» What the task asks:
No pictures, everything else exact: set down the entries in full.

» Supplied records:
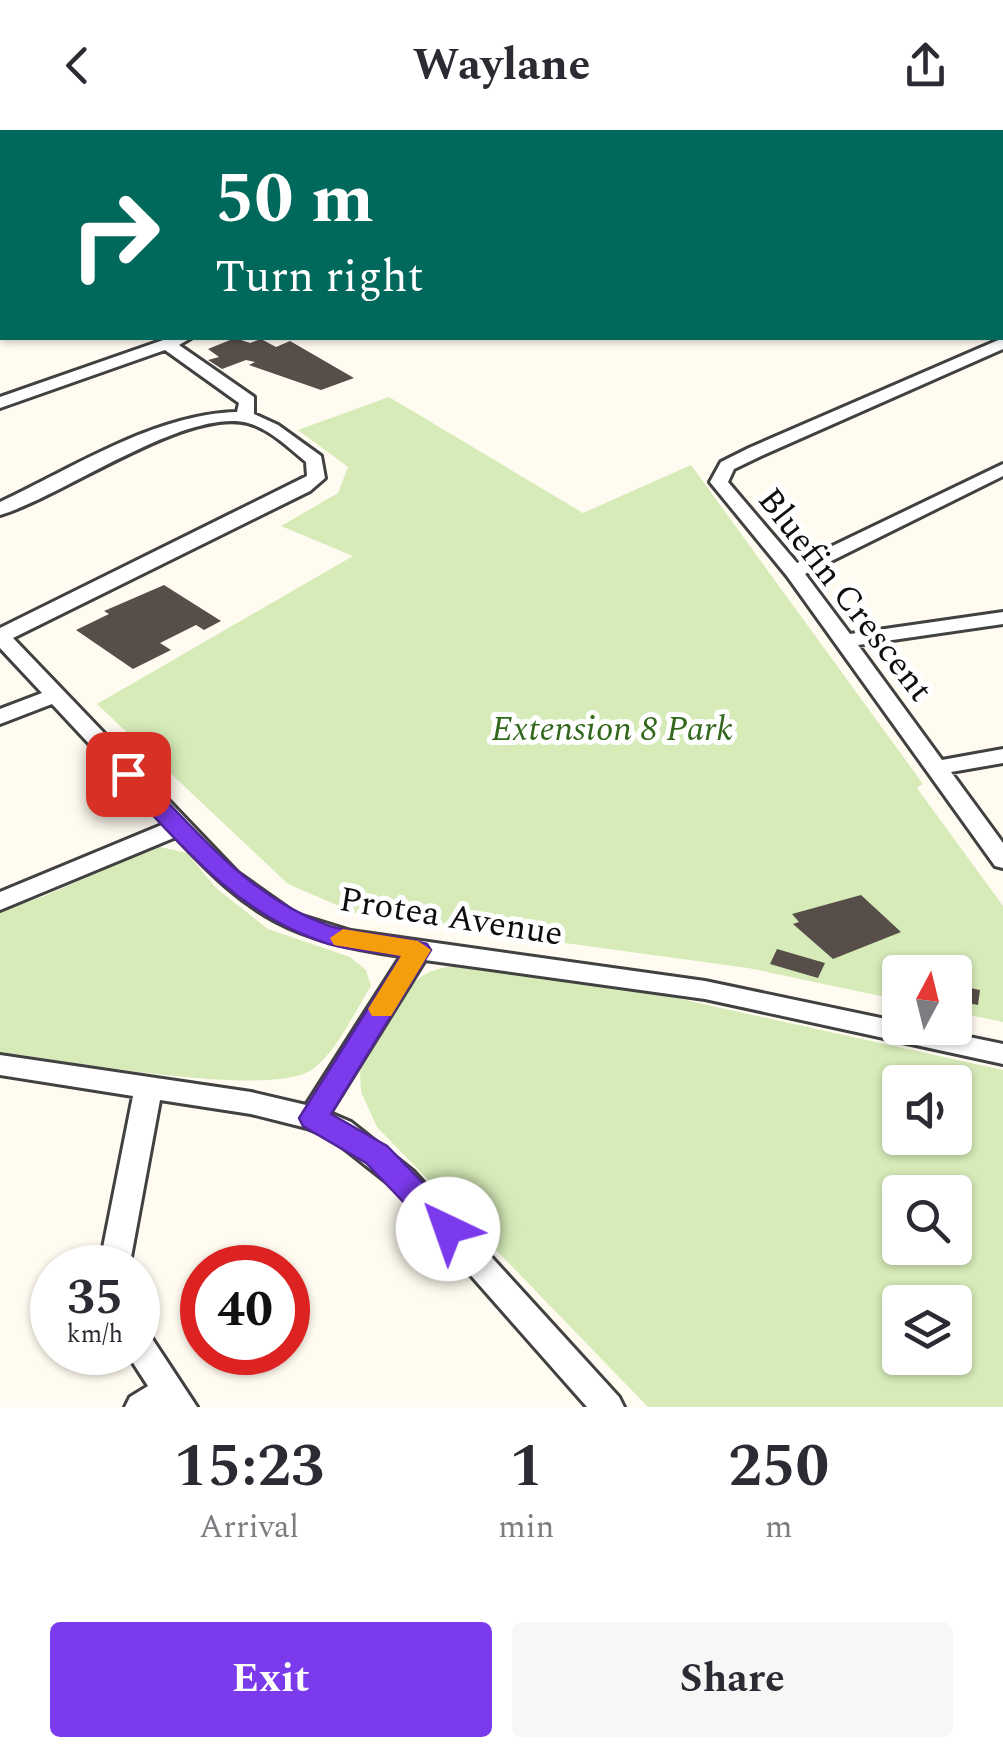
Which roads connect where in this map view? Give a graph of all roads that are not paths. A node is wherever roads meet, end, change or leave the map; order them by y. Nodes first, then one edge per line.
1 (174, 340) edge
2 (1003, 344) edge
3 (0, 403) edge
4 (245, 417) junction
5 (1003, 468) edge
6 (0, 509) edge
7 (794, 572) junction
8 (93, 591) junction
9 (76, 617) dead end
10 (1003, 618) edge
11 (0, 636) edge
12 (845, 642) junction
13 (54, 695) junction
14 (0, 717) edge
15 (1003, 756) edge
16 (935, 768) junction
17 (177, 828) junction
18 (1003, 860) edge
19 (0, 902) edge
20 (418, 950) junction
21 (1003, 1054) edge
22 (0, 1066) edge
23 (150, 1087) junction
24 (314, 1118) junction
25 (119, 1245) edge
26 (159, 1375) edge
27 (175, 1398) edge
28 (141, 1407) edge
29 (608, 1407) edge

1 - 3 street
1 - 4 street
2 - 7 street, Bluefin Crescent
4 - 6 street
4 - 8 street
5 - 7 street
7 - 12 street, Bluefin Crescent
8 - 9 street
8 - 11 street
10 - 12 street
11 - 13 street, Protea Avenue
12 - 16 street, Bluefin Crescent
13 - 14 street
13 - 17 street, Protea Avenue
15 - 16 street
16 - 18 street, Bluefin Crescent
17 - 19 street
17 - 20 street, Protea Avenue
20 - 21 street, Protea Avenue
20 - 24 street
22 - 23 street
23 - 24 street
23 - 25 street
24 - 29 street
26 - 27 street
27 - 28 street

» Exercise solution:
Which roads connect where in this map view? Give a graph of all roads that are not paths. A node is wherever roads meet, end, change or leave the map; order them by y. Nodes first, then one edge per line.
1 (174, 340) edge
2 (1003, 344) edge
3 (0, 403) edge
4 (245, 417) junction
5 (1003, 468) edge
6 (0, 509) edge
7 (794, 572) junction
8 (93, 591) junction
9 (76, 617) dead end
10 (1003, 618) edge
11 (0, 636) edge
12 (845, 642) junction
13 (54, 695) junction
14 (0, 717) edge
15 (1003, 756) edge
16 (935, 768) junction
17 (177, 828) junction
18 (1003, 860) edge
19 (0, 902) edge
20 (418, 950) junction
21 (1003, 1054) edge
22 (0, 1066) edge
23 (150, 1087) junction
24 (314, 1118) junction
25 (119, 1245) edge
26 (159, 1375) edge
27 (175, 1398) edge
28 (141, 1407) edge
29 (608, 1407) edge

1 - 3 street
1 - 4 street
2 - 7 street, Bluefin Crescent
4 - 6 street
4 - 8 street
5 - 7 street
7 - 12 street, Bluefin Crescent
8 - 9 street
8 - 11 street
10 - 12 street
11 - 13 street, Protea Avenue
12 - 16 street, Bluefin Crescent
13 - 14 street
13 - 17 street, Protea Avenue
15 - 16 street
16 - 18 street, Bluefin Crescent
17 - 19 street
17 - 20 street, Protea Avenue
20 - 21 street, Protea Avenue
20 - 24 street
22 - 23 street
23 - 24 street
23 - 25 street
24 - 29 street
26 - 27 street
27 - 28 street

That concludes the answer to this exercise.